▶ [WORK INSTRUCTIONS]: The answer must consist of every line in the data that contains "nodes".

(Saved entries)
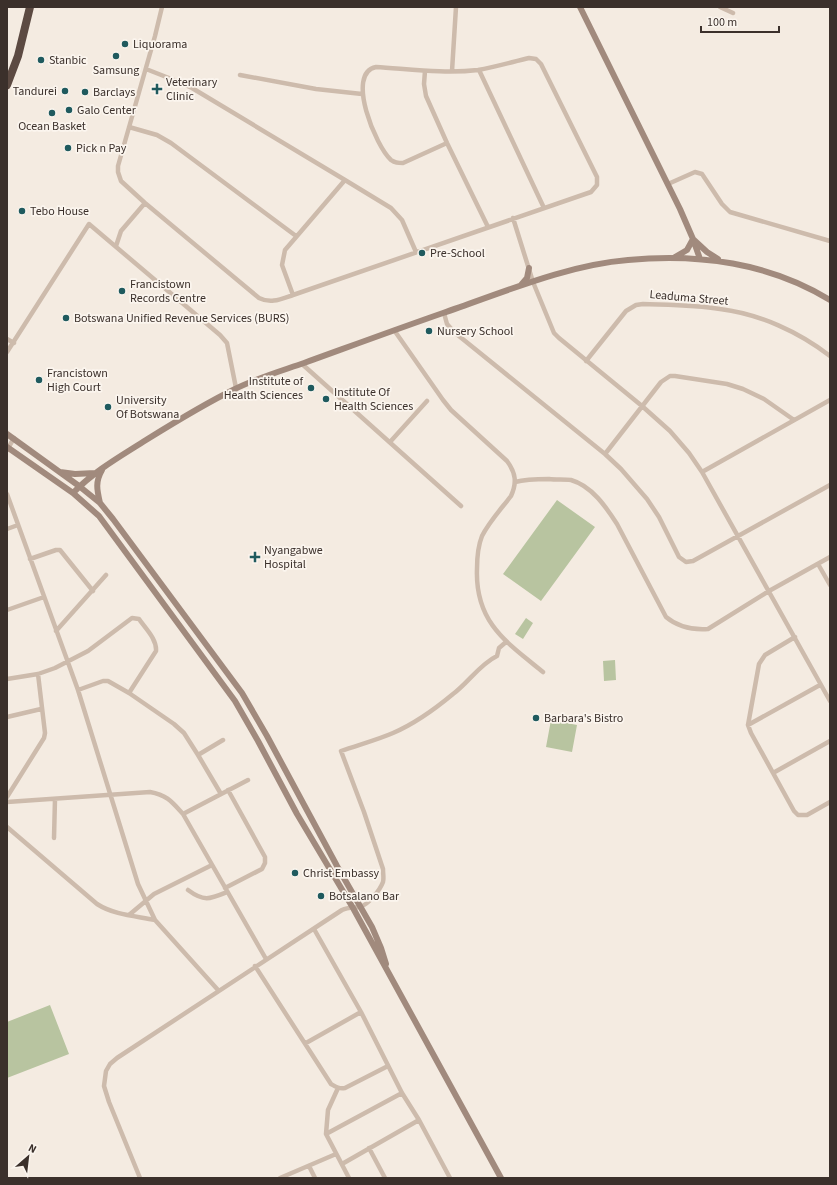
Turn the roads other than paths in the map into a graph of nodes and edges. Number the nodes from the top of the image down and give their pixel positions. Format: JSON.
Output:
{"nodes":[{"id":1,"x":30,"y":7,"type":"edge"},
{"id":2,"x":162,"y":7,"type":"edge"},
{"id":3,"x":456,"y":7,"type":"edge"},
{"id":4,"x":580,"y":7,"type":"edge"},
{"id":5,"x":720,"y":7,"type":"edge"},
{"id":6,"x":732,"y":13,"type":"dead end"},
{"id":7,"x":146,"y":69,"type":"junction"},
{"id":8,"x":479,"y":70,"type":"junction"},
{"id":9,"x":425,"y":71,"type":"junction"},
{"id":10,"x":452,"y":71,"type":"junction"},
{"id":11,"x":240,"y":75,"type":"dead end"},
{"id":12,"x":7,"y":85,"type":"edge"},
{"id":13,"x":362,"y":94,"type":"junction"},
{"id":14,"x":129,"y":127,"type":"junction"},
{"id":15,"x":447,"y":143,"type":"junction"},
{"id":16,"x":345,"y":180,"type":"junction"},
{"id":17,"x":668,"y":184,"type":"junction"},
{"id":18,"x":145,"y":203,"type":"junction"},
{"id":19,"x":544,"y":208,"type":"junction"},
{"id":20,"x":513,"y":218,"type":"junction"},
{"id":21,"x":488,"y":227,"type":"junction"},
{"id":22,"x":296,"y":236,"type":"junction"},
{"id":23,"x":693,"y":239,"type":"junction"},
{"id":24,"x":830,"y":241,"type":"edge"},
{"id":25,"x":116,"y":246,"type":"junction"},
{"id":26,"x":416,"y":252,"type":"junction"},
{"id":27,"x":675,"y":257,"type":"junction"},
{"id":28,"x":700,"y":259,"type":"junction"},
{"id":29,"x":723,"y":262,"type":"junction"},
{"id":30,"x":529,"y":268,"type":"junction"},
{"id":31,"x":533,"y":282,"type":"junction"},
{"id":32,"x":520,"y":286,"type":"junction"},
{"id":33,"x":294,"y":295,"type":"junction"},
{"id":34,"x":830,"y":300,"type":"edge"},
{"id":35,"x":444,"y":313,"type":"junction"},
{"id":36,"x":394,"y":330,"type":"junction"},
{"id":37,"x":7,"y":339,"type":"edge"},
{"id":38,"x":14,"y":343,"type":"junction"},
{"id":39,"x":7,"y":352,"type":"edge"},
{"id":40,"x":830,"y":356,"type":"edge"},
{"id":41,"x":586,"y":361,"type":"junction"},
{"id":42,"x":302,"y":364,"type":"junction"},
{"id":43,"x":236,"y":388,"type":"junction"},
{"id":44,"x":830,"y":400,"type":"edge"},
{"id":45,"x":427,"y":401,"type":"dead end"},
{"id":46,"x":642,"y":406,"type":"junction"},
{"id":47,"x":794,"y":420,"type":"junction"},
{"id":48,"x":7,"y":434,"type":"edge"},
{"id":49,"x":14,"y":438,"type":"junction"},
{"id":50,"x":390,"y":442,"type":"junction"},
{"id":51,"x":7,"y":448,"type":"edge"},
{"id":52,"x":605,"y":454,"type":"junction"},
{"id":53,"x":104,"y":467,"type":"junction"},
{"id":54,"x":59,"y":472,"type":"junction"},
{"id":55,"x":702,"y":472,"type":"junction"},
{"id":56,"x":96,"y":473,"type":"junction"},
{"id":57,"x":515,"y":482,"type":"junction"},
{"id":58,"x":830,"y":485,"type":"edge"},
{"id":59,"x":79,"y":486,"type":"junction"},
{"id":60,"x":73,"y":493,"type":"junction"},
{"id":61,"x":7,"y":494,"type":"edge"},
{"id":62,"x":100,"y":503,"type":"junction"},
{"id":63,"x":461,"y":506,"type":"dead end"},
{"id":64,"x":18,"y":525,"type":"junction"},
{"id":65,"x":7,"y":529,"type":"edge"},
{"id":66,"x":738,"y":536,"type":"junction"},
{"id":67,"x":830,"y":557,"type":"edge"},
{"id":68,"x":30,"y":559,"type":"junction"},
{"id":69,"x":818,"y":564,"type":"junction"},
{"id":70,"x":106,"y":575,"type":"dead end"},
{"id":71,"x":830,"y":585,"type":"edge"},
{"id":72,"x":93,"y":591,"type":"junction"},
{"id":73,"x":769,"y":591,"type":"junction"},
{"id":74,"x":44,"y":597,"type":"junction"},
{"id":75,"x":7,"y":610,"type":"edge"},
{"id":76,"x":56,"y":631,"type":"junction"},
{"id":77,"x":795,"y":637,"type":"junction"},
{"id":78,"x":506,"y":642,"type":"junction"},
{"id":79,"x":522,"y":655,"type":"dead end"},
{"id":80,"x":67,"y":662,"type":"junction"},
{"id":81,"x":38,"y":674,"type":"junction"},
{"id":82,"x":7,"y":679,"type":"edge"},
{"id":83,"x":820,"y":684,"type":"junction"},
{"id":84,"x":78,"y":690,"type":"junction"},
{"id":85,"x":129,"y":693,"type":"junction"},
{"id":86,"x":830,"y":701,"type":"edge"},
{"id":87,"x":41,"y":709,"type":"junction"},
{"id":88,"x":7,"y":717,"type":"edge"},
{"id":89,"x":748,"y":725,"type":"junction"},
{"id":90,"x":223,"y":740,"type":"dead end"},
{"id":91,"x":830,"y":741,"type":"edge"},
{"id":92,"x":198,"y":755,"type":"junction"},
{"id":93,"x":773,"y":773,"type":"junction"},
{"id":94,"x":248,"y":780,"type":"dead end"},
{"id":95,"x":228,"y":790,"type":"junction"},
{"id":96,"x":221,"y":794,"type":"junction"},
{"id":97,"x":8,"y":795,"type":"edge"},
{"id":98,"x":111,"y":795,"type":"junction"},
{"id":99,"x":54,"y":799,"type":"junction"},
{"id":100,"x":7,"y":802,"type":"edge"},
{"id":101,"x":830,"y":802,"type":"edge"},
{"id":102,"x":183,"y":814,"type":"junction"},
{"id":103,"x":7,"y":827,"type":"edge"},
{"id":104,"x":54,"y":838,"type":"dead end"},
{"id":105,"x":212,"y":865,"type":"junction"},
{"id":106,"x":188,"y":890,"type":"dead end"},
{"id":107,"x":226,"y":890,"type":"junction"},
{"id":108,"x":145,"y":901,"type":"junction"},
{"id":109,"x":361,"y":907,"type":"junction"},
{"id":110,"x":353,"y":908,"type":"junction"},
{"id":111,"x":129,"y":915,"type":"junction"},
{"id":112,"x":155,"y":920,"type":"junction"},
{"id":113,"x":314,"y":928,"type":"junction"},
{"id":114,"x":266,"y":959,"type":"junction"},
{"id":115,"x":255,"y":966,"type":"junction"},
{"id":116,"x":387,"y":969,"type":"junction"},
{"id":117,"x":218,"y":990,"type":"junction"},
{"id":118,"x":361,"y":1012,"type":"junction"},
{"id":119,"x":306,"y":1043,"type":"junction"},
{"id":120,"x":388,"y":1066,"type":"junction"},
{"id":121,"x":338,"y":1088,"type":"junction"},
{"id":122,"x":402,"y":1093,"type":"junction"},
{"id":123,"x":419,"y":1120,"type":"junction"},
{"id":124,"x":326,"y":1134,"type":"junction"},
{"id":125,"x":369,"y":1148,"type":"junction"},
{"id":126,"x":336,"y":1154,"type":"junction"},
{"id":127,"x":342,"y":1164,"type":"junction"},
{"id":128,"x":309,"y":1166,"type":"junction"},
{"id":129,"x":140,"y":1178,"type":"edge"},
{"id":130,"x":280,"y":1178,"type":"edge"},
{"id":131,"x":315,"y":1178,"type":"edge"},
{"id":132,"x":349,"y":1178,"type":"edge"},
{"id":133,"x":385,"y":1178,"type":"edge"},
{"id":134,"x":450,"y":1178,"type":"edge"},
{"id":135,"x":501,"y":1178,"type":"edge"}],
"edges":[{"from":1,"to":12,"type":"highway"},
{"from":2,"to":7,"type":"street"},
{"from":3,"to":10,"type":"street"},
{"from":4,"to":17,"type":"street"},
{"from":5,"to":6,"type":"street"},
{"from":7,"to":14,"type":"street"},
{"from":7,"to":16,"type":"street"},
{"from":8,"to":10,"type":"street"},
{"from":8,"to":19,"type":"street"},
{"from":8,"to":19,"type":"street"},
{"from":9,"to":10,"type":"street"},
{"from":9,"to":13,"type":"street"},
{"from":9,"to":15,"type":"street"},
{"from":11,"to":13,"type":"street"},
{"from":13,"to":15,"type":"street"},
{"from":14,"to":18,"type":"street"},
{"from":14,"to":22,"type":"street"},
{"from":15,"to":21,"type":"street"},
{"from":16,"to":22,"type":"street"},
{"from":16,"to":26,"type":"street"},
{"from":17,"to":23,"type":"street"},
{"from":17,"to":24,"type":"street"},
{"from":18,"to":25,"type":"street"},
{"from":18,"to":33,"type":"street"},
{"from":19,"to":20,"type":"street"},
{"from":20,"to":21,"type":"street"},
{"from":20,"to":30,"type":"street"},
{"from":21,"to":26,"type":"street"},
{"from":22,"to":33,"type":"street"},
{"from":23,"to":27,"type":"street"},
{"from":23,"to":28,"type":"street"},
{"from":23,"to":29,"type":"street"},
{"from":25,"to":38,"type":"street"},
{"from":25,"to":43,"type":"street"},
{"from":26,"to":33,"type":"street"},
{"from":27,"to":28,"type":"street"},
{"from":27,"to":31,"type":"street"},
{"from":28,"to":29,"type":"street"},
{"from":29,"to":34,"type":"street"},
{"from":30,"to":31,"type":"street"},
{"from":30,"to":32,"type":"street"},
{"from":31,"to":32,"type":"street"},
{"from":31,"to":41,"type":"street"},
{"from":32,"to":35,"type":"street"},
{"from":35,"to":36,"type":"street"},
{"from":35,"to":52,"type":"street"},
{"from":36,"to":42,"type":"street"},
{"from":36,"to":57,"type":"street"},
{"from":37,"to":38,"type":"street"},
{"from":38,"to":39,"type":"street"},
{"from":40,"to":41,"type":"street","name":"Leaduma Street"},
{"from":41,"to":46,"type":"street"},
{"from":42,"to":43,"type":"street"},
{"from":42,"to":50,"type":"street"},
{"from":43,"to":53,"type":"street"},
{"from":44,"to":47,"type":"street"},
{"from":45,"to":50,"type":"street"},
{"from":46,"to":47,"type":"street"},
{"from":46,"to":52,"type":"street"},
{"from":46,"to":55,"type":"street"},
{"from":47,"to":55,"type":"street"},
{"from":48,"to":49,"type":"street"},
{"from":49,"to":51,"type":"street"},
{"from":49,"to":54,"type":"street"},
{"from":50,"to":63,"type":"street"},
{"from":51,"to":60,"type":"street"},
{"from":52,"to":66,"type":"street"},
{"from":53,"to":56,"type":"street"},
{"from":53,"to":62,"type":"street"},
{"from":54,"to":56,"type":"street"},
{"from":54,"to":59,"type":"street"},
{"from":55,"to":66,"type":"street"},
{"from":56,"to":59,"type":"street"},
{"from":57,"to":73,"type":"street"},
{"from":57,"to":78,"type":"street"},
{"from":58,"to":66,"type":"street"},
{"from":59,"to":60,"type":"street"},
{"from":59,"to":62,"type":"street"},
{"from":60,"to":110,"type":"street"},
{"from":61,"to":64,"type":"street"},
{"from":62,"to":109,"type":"street"},
{"from":64,"to":65,"type":"street"},
{"from":64,"to":68,"type":"street"},
{"from":66,"to":73,"type":"street"},
{"from":67,"to":69,"type":"street"},
{"from":68,"to":72,"type":"street"},
{"from":68,"to":74,"type":"street"},
{"from":69,"to":71,"type":"street"},
{"from":69,"to":73,"type":"street"},
{"from":70,"to":72,"type":"street"},
{"from":72,"to":76,"type":"street"},
{"from":73,"to":77,"type":"street"},
{"from":74,"to":75,"type":"street"},
{"from":74,"to":76,"type":"street"},
{"from":76,"to":80,"type":"street"},
{"from":77,"to":83,"type":"street"},
{"from":77,"to":89,"type":"street"},
{"from":78,"to":79,"type":"street"},
{"from":78,"to":109,"type":"street"},
{"from":80,"to":81,"type":"street"},
{"from":80,"to":84,"type":"street"},
{"from":80,"to":85,"type":"street"},
{"from":81,"to":82,"type":"street"},
{"from":81,"to":87,"type":"street"},
{"from":83,"to":86,"type":"street"},
{"from":83,"to":89,"type":"street"},
{"from":84,"to":85,"type":"street"},
{"from":84,"to":98,"type":"street"},
{"from":85,"to":92,"type":"street"},
{"from":87,"to":88,"type":"street"},
{"from":87,"to":97,"type":"street"},
{"from":89,"to":93,"type":"street"},
{"from":90,"to":92,"type":"street"},
{"from":91,"to":93,"type":"street"},
{"from":92,"to":96,"type":"street"},
{"from":93,"to":101,"type":"street"},
{"from":94,"to":95,"type":"street"},
{"from":95,"to":96,"type":"street"},
{"from":95,"to":107,"type":"street"},
{"from":96,"to":102,"type":"street"},
{"from":98,"to":99,"type":"street"},
{"from":98,"to":102,"type":"street"},
{"from":98,"to":108,"type":"street"},
{"from":99,"to":100,"type":"street"},
{"from":99,"to":104,"type":"street"},
{"from":102,"to":105,"type":"street"},
{"from":103,"to":111,"type":"street"},
{"from":105,"to":107,"type":"street"},
{"from":105,"to":108,"type":"street"},
{"from":106,"to":107,"type":"street"},
{"from":107,"to":114,"type":"street"},
{"from":108,"to":111,"type":"street"},
{"from":108,"to":112,"type":"street"},
{"from":109,"to":110,"type":"street"},
{"from":109,"to":116,"type":"street"},
{"from":110,"to":113,"type":"street"},
{"from":110,"to":116,"type":"street"},
{"from":111,"to":112,"type":"street"},
{"from":112,"to":117,"type":"street"},
{"from":113,"to":114,"type":"street"},
{"from":113,"to":118,"type":"street"},
{"from":114,"to":115,"type":"street"},
{"from":115,"to":117,"type":"street"},
{"from":115,"to":119,"type":"street"},
{"from":116,"to":135,"type":"street"},
{"from":117,"to":129,"type":"street"},
{"from":118,"to":119,"type":"street"},
{"from":118,"to":120,"type":"street"},
{"from":119,"to":121,"type":"street"},
{"from":120,"to":121,"type":"street"},
{"from":120,"to":122,"type":"street"},
{"from":121,"to":124,"type":"street"},
{"from":122,"to":123,"type":"street"},
{"from":122,"to":124,"type":"street"},
{"from":123,"to":125,"type":"street"},
{"from":123,"to":134,"type":"street"},
{"from":124,"to":126,"type":"street"},
{"from":125,"to":127,"type":"street"},
{"from":125,"to":133,"type":"street"},
{"from":126,"to":127,"type":"street"},
{"from":126,"to":128,"type":"street"},
{"from":127,"to":132,"type":"street"},
{"from":128,"to":130,"type":"street"},
{"from":128,"to":131,"type":"street"}]}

▶ [ANSWER FOR THE TASK]:
Turn the roads other than paths in the map into a graph of nodes and edges. Number the nodes from the top of the image down and give their pixel positions. Format: JSON.
{"nodes":[{"id":1,"x":30,"y":7,"type":"edge"},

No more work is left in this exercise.